TASK PROMPT.
Whenever the string "graph" turns up in a line below, that line should be copied.

WORKING DATA.
Content starts
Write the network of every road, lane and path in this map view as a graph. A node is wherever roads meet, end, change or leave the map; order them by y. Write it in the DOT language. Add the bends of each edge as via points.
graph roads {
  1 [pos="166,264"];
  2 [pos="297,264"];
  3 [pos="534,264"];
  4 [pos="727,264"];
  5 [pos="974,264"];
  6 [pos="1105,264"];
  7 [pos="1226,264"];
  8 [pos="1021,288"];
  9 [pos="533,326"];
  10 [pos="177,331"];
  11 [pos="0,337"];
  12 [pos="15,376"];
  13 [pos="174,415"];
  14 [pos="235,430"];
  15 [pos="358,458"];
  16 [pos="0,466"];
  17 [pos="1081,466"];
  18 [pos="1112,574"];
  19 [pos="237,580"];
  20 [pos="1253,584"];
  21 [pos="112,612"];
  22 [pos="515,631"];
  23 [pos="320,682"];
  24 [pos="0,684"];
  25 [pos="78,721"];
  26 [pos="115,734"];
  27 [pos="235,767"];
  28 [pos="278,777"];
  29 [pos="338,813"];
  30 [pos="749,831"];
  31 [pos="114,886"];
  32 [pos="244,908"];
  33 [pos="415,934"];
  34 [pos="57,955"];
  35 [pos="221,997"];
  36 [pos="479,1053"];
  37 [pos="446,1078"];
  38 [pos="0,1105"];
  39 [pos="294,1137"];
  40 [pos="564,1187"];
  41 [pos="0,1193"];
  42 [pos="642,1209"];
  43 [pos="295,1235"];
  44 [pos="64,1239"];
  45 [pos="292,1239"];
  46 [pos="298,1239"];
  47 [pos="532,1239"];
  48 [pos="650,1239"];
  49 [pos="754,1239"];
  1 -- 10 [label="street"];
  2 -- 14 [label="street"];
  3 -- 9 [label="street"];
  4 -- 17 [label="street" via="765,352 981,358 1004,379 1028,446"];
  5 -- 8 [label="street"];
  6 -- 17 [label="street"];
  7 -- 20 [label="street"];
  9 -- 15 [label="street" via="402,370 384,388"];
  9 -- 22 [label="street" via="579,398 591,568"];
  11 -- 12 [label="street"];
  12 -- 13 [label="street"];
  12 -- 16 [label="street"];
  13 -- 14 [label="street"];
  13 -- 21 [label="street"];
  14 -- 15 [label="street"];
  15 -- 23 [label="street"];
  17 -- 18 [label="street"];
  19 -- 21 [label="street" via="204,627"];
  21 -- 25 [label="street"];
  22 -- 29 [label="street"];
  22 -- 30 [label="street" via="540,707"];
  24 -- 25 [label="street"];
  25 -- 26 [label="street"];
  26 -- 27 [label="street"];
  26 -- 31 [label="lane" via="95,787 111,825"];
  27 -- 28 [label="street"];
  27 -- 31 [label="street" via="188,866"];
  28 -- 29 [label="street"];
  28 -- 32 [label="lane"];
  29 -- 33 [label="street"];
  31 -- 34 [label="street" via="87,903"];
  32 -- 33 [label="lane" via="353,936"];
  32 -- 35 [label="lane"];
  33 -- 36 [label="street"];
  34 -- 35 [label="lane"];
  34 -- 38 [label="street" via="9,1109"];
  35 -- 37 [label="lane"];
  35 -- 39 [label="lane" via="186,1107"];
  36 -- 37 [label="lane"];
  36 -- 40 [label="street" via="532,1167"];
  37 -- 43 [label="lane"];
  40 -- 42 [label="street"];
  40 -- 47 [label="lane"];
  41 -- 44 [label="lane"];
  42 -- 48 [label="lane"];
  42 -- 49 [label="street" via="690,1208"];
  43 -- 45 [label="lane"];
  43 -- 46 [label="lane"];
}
Content ends
SOLUTION.
Write the network of every road, lane and path in this map view as a graph. A node is wherever roads meet, end, change or leave the map; order them by y. Write it in the DOT language. Add the bends of each edge as via points.
graph roads {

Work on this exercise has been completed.